Oscar Valdez se luce en Tucson

El campeón mundial se levantó dela lona para llevarse una victoria por decisión unánime ante el filipinoGenesis Servania

Valdez se luce en Tucson

Oscar Valdez venció al filipino Genesis Servania por decisión unánime
Oscar Valdez venció al filipino Genesis Servania por decisión unánime (Cortesía )

Ciudad de México

El sonorense Óscar Valdez conquistó una de las victorias más complicadas de su carrera la noche del viernes en Arizona, luego de vencer al duro filipino Genesis Servania, quien a pesar de que lo mandó a la lona en el round cuatro cayó por la vía de los puntos (116-110, 117-109 y 119-111).

El dos veces olímpico y actual monarca pluma de la Organización Mundial de Boxeo demostró valentía, fortaleza y asertividad en su golpeo ante un peleador que aguantó la exigencia de un encuentro de primer nivel en donde destacó la velocidad, las combinaciones largas y a ratos el olvido de la defensa.

Fiel al estilo de los filipinos, Genesis Servania inició la contienda con gran ritmo y presión, aunque sus envíos no lograban librar la defensa del mexicano. Dueño de un estilo mucho más técnico y usando el jab como principal herramienta, Valdez Fierro arrancó el segundo rounds usando el jab para abrir el espacio necesario para acomodar golpes por dentro, usando sobre todo el upper y el gancho.

Pero los ataques del mexicano no fueron los únicos efectivos, para el segundo el oriental hizo las adaptaciones necesarias y metió un par de ganchos al mentón que hicieron que el mexicano retrocediera, pero no por eso cejó en su intento y respondió de manera rápida con dos manos izquierdas que agarraron desprevenido a Servania.

A pesar de que el vendaval de golpes se cernía sobre él, Servania no dio paso atrás y fue para enfrente buscando la pelea franca y aumentando el riesgo.

Al cuarto round la presión del filipino le rindió frutos y con una potente derecha Oscar Valdez visitó la lona por segunda ocasión en toda su carrera, pero aunque algo lastimado, el mexicano se incorporó para seguir la contienda en la que estuvo en juego por tercera ocasión la diadema de la Organización Mundial de Boxeo.

Sin importar lo que había pasado, Valdez siguió con la guardia baja invitando al filipino a entrar a la corta distancia pero a sabiendas de que podría volver a ser sorprendido, pero decidió tomar el riesgo y rindió frutos, pues para el quinto episodio el oriental, desmadejado, cayó al ring.

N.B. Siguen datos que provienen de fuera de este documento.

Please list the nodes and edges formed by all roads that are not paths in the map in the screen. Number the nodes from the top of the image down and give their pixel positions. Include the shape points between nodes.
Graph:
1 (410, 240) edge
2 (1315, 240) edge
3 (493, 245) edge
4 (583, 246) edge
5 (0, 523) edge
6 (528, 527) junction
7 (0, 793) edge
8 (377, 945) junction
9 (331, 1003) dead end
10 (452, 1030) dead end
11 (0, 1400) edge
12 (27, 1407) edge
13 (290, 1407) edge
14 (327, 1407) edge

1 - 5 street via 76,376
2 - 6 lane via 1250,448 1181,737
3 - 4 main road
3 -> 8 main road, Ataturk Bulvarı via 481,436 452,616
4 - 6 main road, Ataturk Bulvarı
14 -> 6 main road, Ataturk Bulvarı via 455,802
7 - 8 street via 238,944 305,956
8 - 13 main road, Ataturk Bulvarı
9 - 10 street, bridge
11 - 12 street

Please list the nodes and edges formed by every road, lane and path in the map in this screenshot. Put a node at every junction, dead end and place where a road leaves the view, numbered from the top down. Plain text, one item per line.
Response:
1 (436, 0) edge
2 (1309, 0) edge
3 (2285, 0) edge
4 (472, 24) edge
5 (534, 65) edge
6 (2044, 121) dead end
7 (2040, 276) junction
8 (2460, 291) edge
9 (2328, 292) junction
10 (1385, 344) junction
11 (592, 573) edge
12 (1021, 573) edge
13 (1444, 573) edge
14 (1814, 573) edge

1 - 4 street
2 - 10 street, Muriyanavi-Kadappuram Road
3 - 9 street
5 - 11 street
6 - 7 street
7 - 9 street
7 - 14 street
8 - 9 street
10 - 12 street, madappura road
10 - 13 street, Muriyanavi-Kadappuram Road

Lastimado, pero no por eso dispuesto a aventar la toalla, Servania siguió con la contienda hasta el round 12, pero las carencias técnicas fueron cobrándole factura que al final se reflejó directamente en las tarjetas.

Manejando el ritmo y distancia, aunque con la guardia abajo y expuesto a mayor cantidad de golpes, Valdez se paró en varias ocasiones a pesar de que Servania estaba esperanzado en acomodar un fuerte volado que inclinara la balanza a su favor.

Con los ajustes necesarios, Valdez navegó en calma a la victoria los últimos rounds pero sin dejar del lado el espectáculo que mantuvo al filo de loas butacas a los fanáticos, intercambiando golpes y dejando en el aire los envíos de su rival, Valdez no sólo reclamó la victoria para él también retuvo su título mundial y reclamó el invicto que hasta entonces tenía Genesis Servania y que mantuvo por ocho años.